I don't like black and white arguments. Of course, benchmarks matter if they are used and interpreted correctly. Conversely, all those "real world" anecdotes that are so popular here are often (a) biased (b) from uncontrolled tests and unmeasured; (c) from, sometimes, people who don't understand the device or the software; or (d) from configurations that don't reflect what the phone is doing (or not doing), only what other things in the configuration are doing to affect it. Benchmarks avoid subjectivity and bias and they control for results by eliminating other possible causes. Conversely, from reading this forum at times, for example--I'm remembering the headline of one thread--the S4 must be a total failure, an "overrated lag machine." That is a completely deceptive comment that misleads in terms of depicting how fast this phone really is. Frankly, the benchmark tests, even as exaggerated, were a lot more accurate in conveying the real truth of how fast this phone is than comments like that. And it is lightning fast. If I didn't come to this forum, I wouldn't have known I should be complaining about it. :)

Which brings up the next, related point. While I've expressed annoyance at ANY manipulation just on principle, the bottom lines here are that
(a) this seems to be "par for the course" marketing; and
(b) the picture painted by the benchmark results is pretty much consistent with the phone's performance in the real world.

In other words, the marketing message conveys an essentially correct message even if obscure details are exaggerated. The phone is simply blazing fast. It makes my last HTC look like a 1999 model. It makes my Asus tablet look like it is 10 years out of date. It sometimes outperforms my XPS desktop. The benchmark marketing as such basically conveys, if you want to put it in Colbert fashion, a truthiness. They may've gone overboard. They may've played the marketing game. But the phone is blazing fast.

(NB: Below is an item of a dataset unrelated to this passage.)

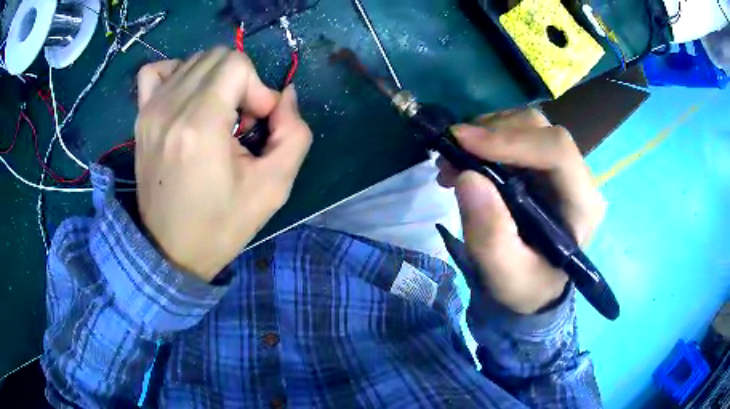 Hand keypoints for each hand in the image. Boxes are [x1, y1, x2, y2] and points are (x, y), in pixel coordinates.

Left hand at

That's why the Samsung "fanboys" aren't so pissed off in this thread. We don't feel particularly ripped off. The phone performs as we expected a top of the line, super fast phone to perform in terms of speed gains. We don't really feel particularly misled in essential respects. We didn't, in other words, buy a Porsche only to find out that it is a Smart Car. Even if the specs may not be completely accurate, it's still a Porsche and has so much power to burn that it is hard not to be impressed with its acceleration.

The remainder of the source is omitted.